It has been hypothesized that the upper and lower regions of the human uterus are functionally distinct [1]. During labour, the upper segment has a more contractile phenotype, contracting to push down and initiate delivery of the baby, whilst the lower segment, maintains a more relaxed phenotype, to facilitate delivery of the baby through the lower segment of the uterus and cervix. A number of genes, thought to be involved in the onset of labour, have been shown to be differentially expressed in upper and lower segment myometrial tissues [27]. These observations support the notion that upper and lower segments of the pregnant human uterus may be functionally distinct.

The objective of the current study was to establish primary cultures of human myometrial cells isolated from paired upper and lower segment myometrial biopsies for ten passages and evaluate and compare the expression of smooth muscle markers, fibroblast markers, contractile proteins or labour associated proteins over time. For the purpose of this study, smooth muscle markers were defined as; α smooth muscle actin, calponin, caldesmon, and tropomyosin, since α smooth muscle actin is part of the contractile machinery of smooth muscle cells and calponin, caldesmon, and tropomyosin are proteins that modulate muscle cell contractility through their ability to bind to α smooth muscle actin [810]. Fibroblast markers used were vimentin, a filament protein that is typically used to identify fibroblasts [11, 12] and a fibroblast surface protein called IB10 (http://Abcam.com).
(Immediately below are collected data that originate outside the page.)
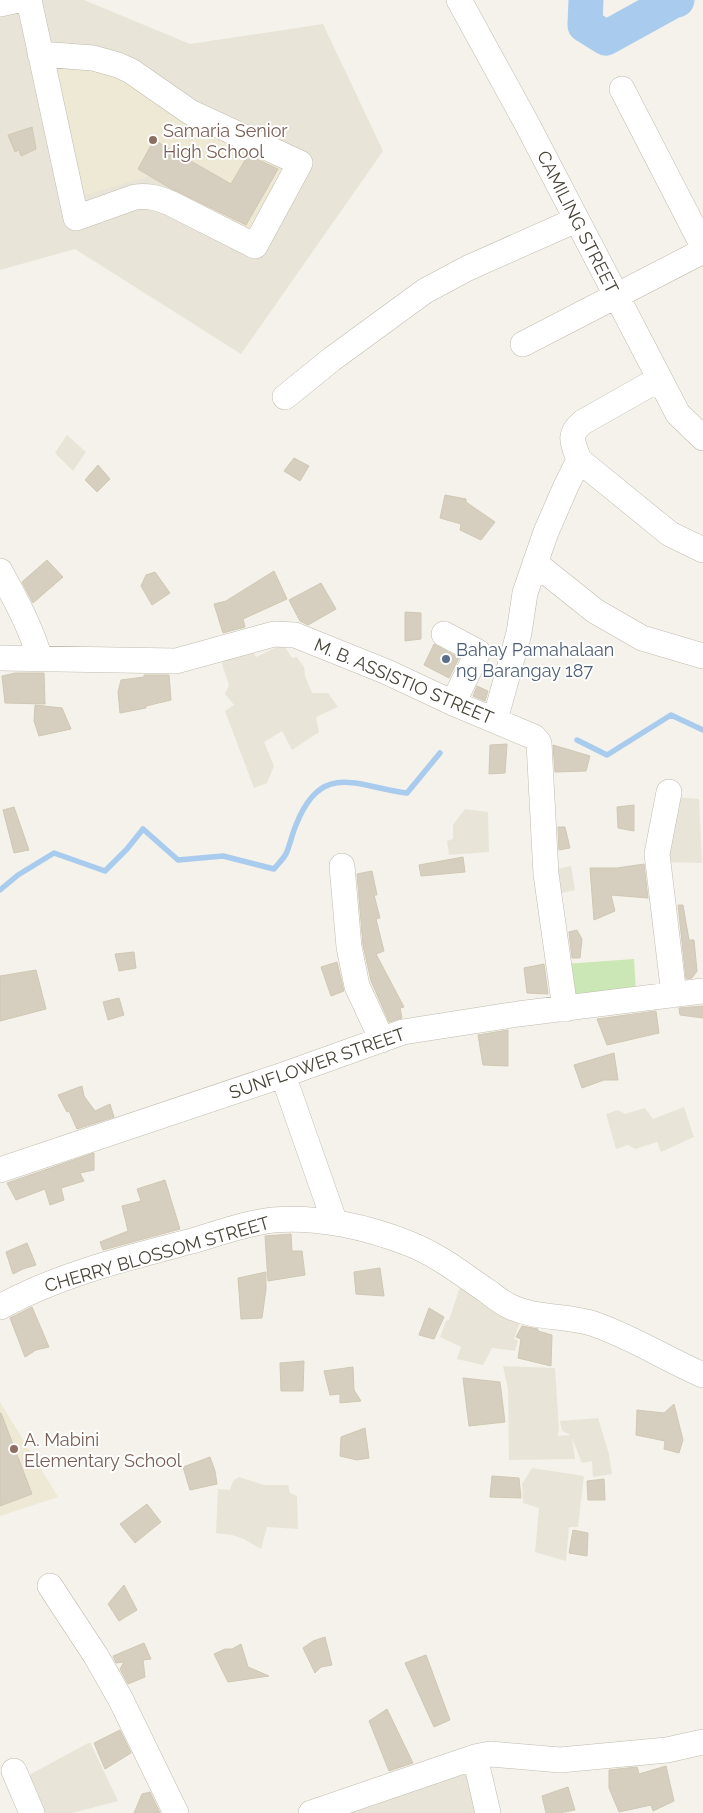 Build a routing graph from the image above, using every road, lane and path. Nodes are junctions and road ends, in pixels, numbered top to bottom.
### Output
1 (18, 0) edge
2 (29, 0) edge
3 (459, 0) edge
4 (0, 4) edge
5 (40, 54) junction
6 (622, 88) dead end
7 (576, 220) junction
8 (703, 246) edge
9 (703, 251) edge
10 (616, 296) junction
11 (523, 344) dead end
12 (659, 379) junction
13 (285, 397) dead end
14 (703, 438) edge
15 (579, 460) junction
16 (703, 550) edge
17 (535, 563) junction
18 (0, 571) edge
19 (444, 634) dead end
20 (703, 656) edge
21 (0, 658) edge
22 (40, 659) junction
23 (453, 703) junction
24 (495, 720) junction
25 (669, 792) dead end
26 (342, 866) dead end
27 (703, 991) edge
28 (674, 995) junction
29 (565, 1009) junction
30 (382, 1040) junction
31 (283, 1075) junction
32 (0, 1170) edge
33 (336, 1223) junction
34 (0, 1307) edge
35 (703, 1375) edge
36 (50, 1586) dead end
37 (703, 1742) edge
38 (475, 1757) junction
39 (14, 1771) dead end
40 (32, 1813) edge
41 (176, 1813) edge
42 (311, 1813) edge
43 (488, 1813) edge

1 - 4 street
2 - 5 street
3 - 7 street, CAMILING STREET
5 - 5 street
6 - 8 street
7 - 10 street, CAMILING STREET
7 - 13 street
9 - 10 street
10 - 11 street
10 - 12 street, CAMILING STREET
12 - 14 street, CAMILING STREET
12 - 15 street
15 - 16 street
15 - 17 street
17 - 20 street
17 - 24 street
18 - 22 street
19 - 23 street
21 - 22 street, M. B. ASSISTIO STREET
22 - 23 street, M. B. ASSISTIO STREET
23 - 24 street, M. B. ASSISTIO STREET
24 - 29 street, M. B. ASSISTIO STREET
25 - 28 street
26 - 30 street
27 - 28 street, SUNFLOWER STREET
28 - 29 street, SUNFLOWER STREET
29 - 30 street, SUNFLOWER STREET
30 - 31 street, SUNFLOWER STREET
31 - 32 street, SUNFLOWER STREET
31 - 33 street
33 - 34 street, CHERRY BLOSSOM STREET
33 - 35 street, CHERRY BLOSSOM STREET
36 - 41 street
37 - 38 street
38 - 42 street
38 - 43 street
39 - 40 street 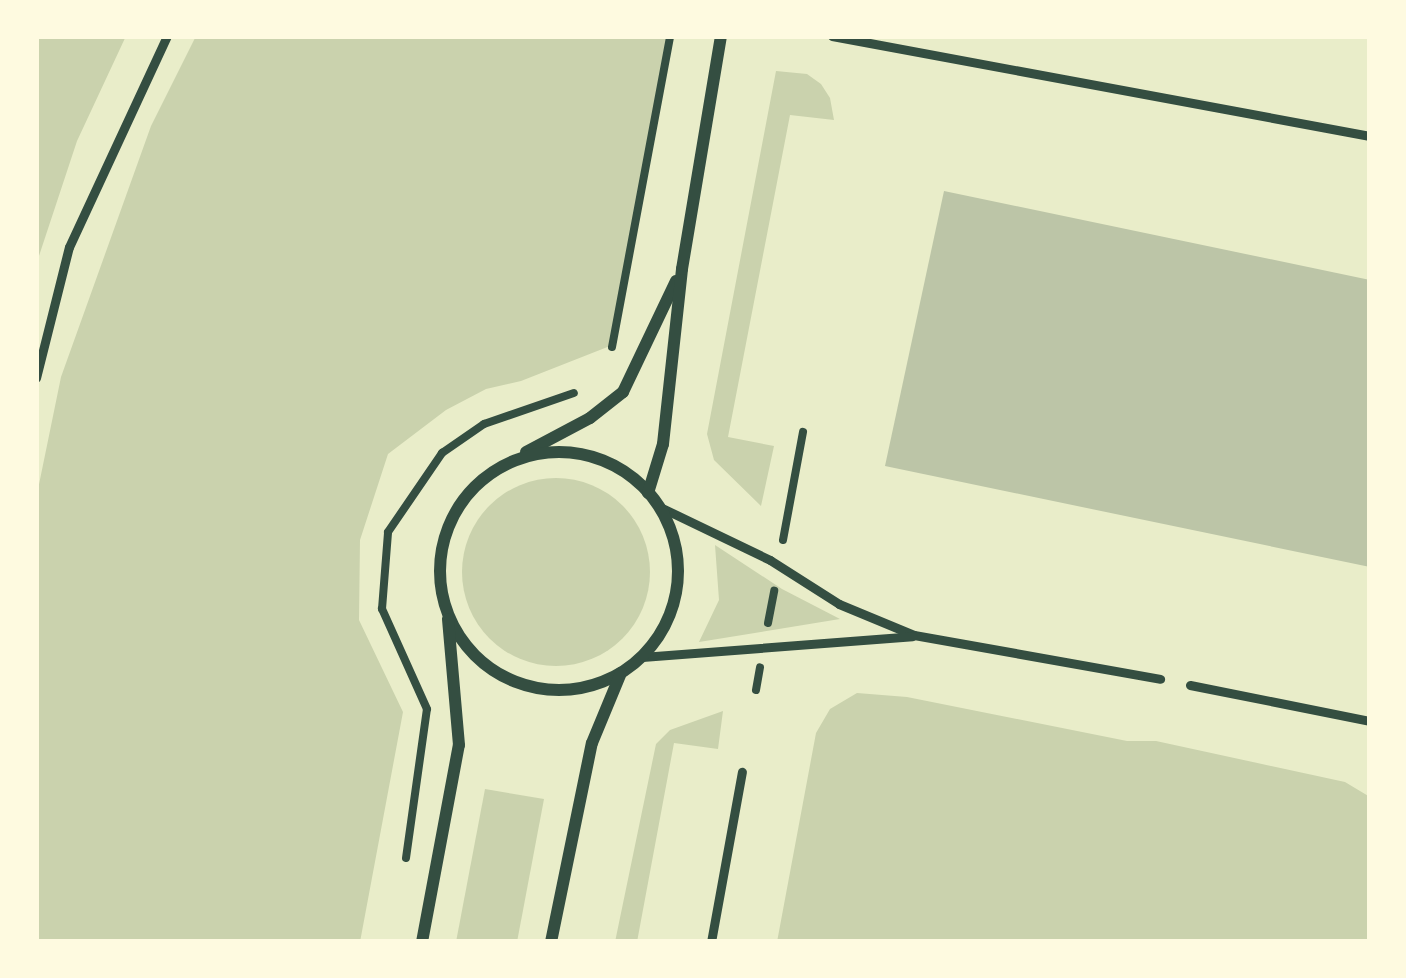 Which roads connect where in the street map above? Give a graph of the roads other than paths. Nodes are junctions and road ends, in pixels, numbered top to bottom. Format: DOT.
graph roads {
  1 [pos="167,36"];
  2 [pos="721,36"];
  3 [pos="832,36"];
  4 [pos="1370,136"];
  5 [pos="682,269"];
  6 [pos="36,377"];
  7 [pos="492,471"];
  8 [pos="648,493"];
  9 [pos="662,508"];
  10 [pos="448,618"];
  11 [pos="914,635"];
  12 [pos="642,657"];
  13 [pos="621,672"];
  14 [pos="1160,679"];
  15 [pos="1190,685"];
  16 [pos="1370,721"];
  17 [pos="742,772"];
  18 [pos="422,942"];
  19 [pos="551,942"];
  20 [pos="711,942"];
  1 -- 6 [label="lane"];
  2 -- 5 [label="street"];
  3 -- 4 [label="lane"];
  5 -- 7 [label="street"];
  5 -- 8 [label="street"];
  7 -- 8 [label="street"];
  7 -- 10 [label="street"];
  8 -- 9 [label="street"];
  9 -- 11 [label="lane"];
  9 -- 12 [label="street"];
  10 -- 13 [label="street"];
  10 -- 18 [label="street"];
  11 -- 12 [label="lane"];
  11 -- 14 [label="lane"];
  12 -- 13 [label="street"];
  13 -- 19 [label="street"];
  15 -- 16 [label="lane"];
  17 -- 20 [label="lane"];
}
The gap junction protein, connexin 43 and the oxytocin receptor are labour associated genes known to be up-regulated at the time of labour onset in human myometrium [3, 5, 13, 14].
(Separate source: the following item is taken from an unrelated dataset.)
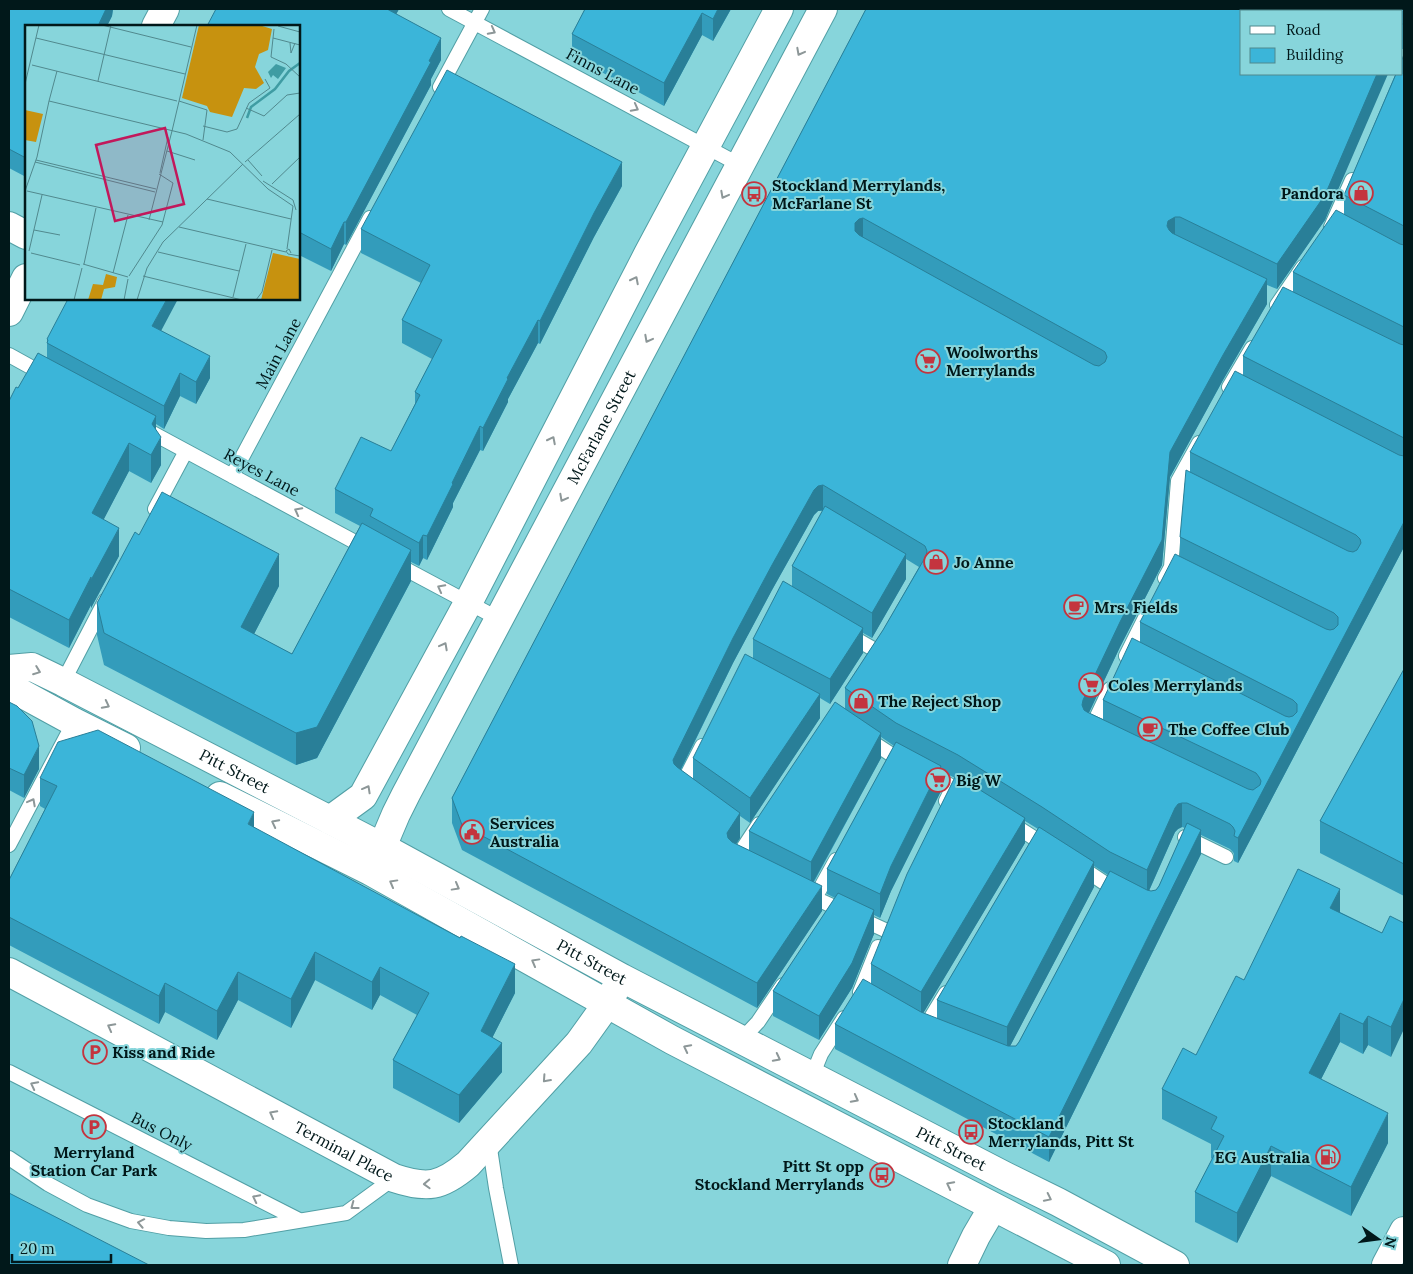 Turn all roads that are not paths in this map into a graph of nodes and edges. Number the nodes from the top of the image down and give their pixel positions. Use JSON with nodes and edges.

In addition, labour is commonly considered an inflammatory process and up-regulation of inflammatory genes including interleukin-1β (IL-1β), cyclo-oxygenase-2 (COX-2) and interleukin-8 (CXCL8) is observed [1517, 5]. We therefore tested the ability of the upper segment myometrial cells to respond to an inflammatory stimulus compared to lower segment cells. For this study, interleukin-1β (IL-1β) was used as the inflammatory stimulus, and cyclo-oxygenase-2 (COX-2) mRNA expression and interleukin-8 (CXCL8) release were the outcomes measured.

Methods

Sample collection

Institutional ethical committee approval was obtained (Conjoint Health Research Ethics Board, Office of Medical Bioethics at the University of Calgary) for the collection of myometrial biopsies to study the mechanisms of human labour. Women undergoing delivery by elective caesarean section at term were recruited, fully informed and consented to the study. In the current study, none of the women had any known underlying diseases, all were Caucasian with ages ranging from 25-41. Indications for caesarean delivery included breech presentation or previous caesarean delivery. Gestational age ranged from 38 weeks + 4 days to 39 weeks + 0 days and no clinical signs of labour were observed. Paired biopsies were collected from the lower and upper regions of the uterus following delivery of the infant. The lower segment biopsy was taken from the exposed myometrium on the upper aspect of the lower segment incision. The upper segment biopsies were all taken from the side opposite the placenta on the anterior or posterior aspect of the upper segment. Palpation and visualization of the uterus determined where the upper segment begins and samples were taken from approximately half way between the upper edge of the lower segment incision and the tip of the fundus. For the upper segment biopsy, the decidual layer was first dissected away and a small piece of myometrium grasped with fine forceps and dissected with Iris scissors. All samples were placed immediately into sterile cold Hank’s Balanced Salt Solution (HBSS) (Life Technologies, Burlington, ON, Canada), containing antibiotic-antimycotics (1x Penicillin-Streptomyocin-Amphotericin B) (Gibco, Life Tecnologies, Inc), and transported to the laboratory for myometrial cell isolation within 30 minutes of delivery.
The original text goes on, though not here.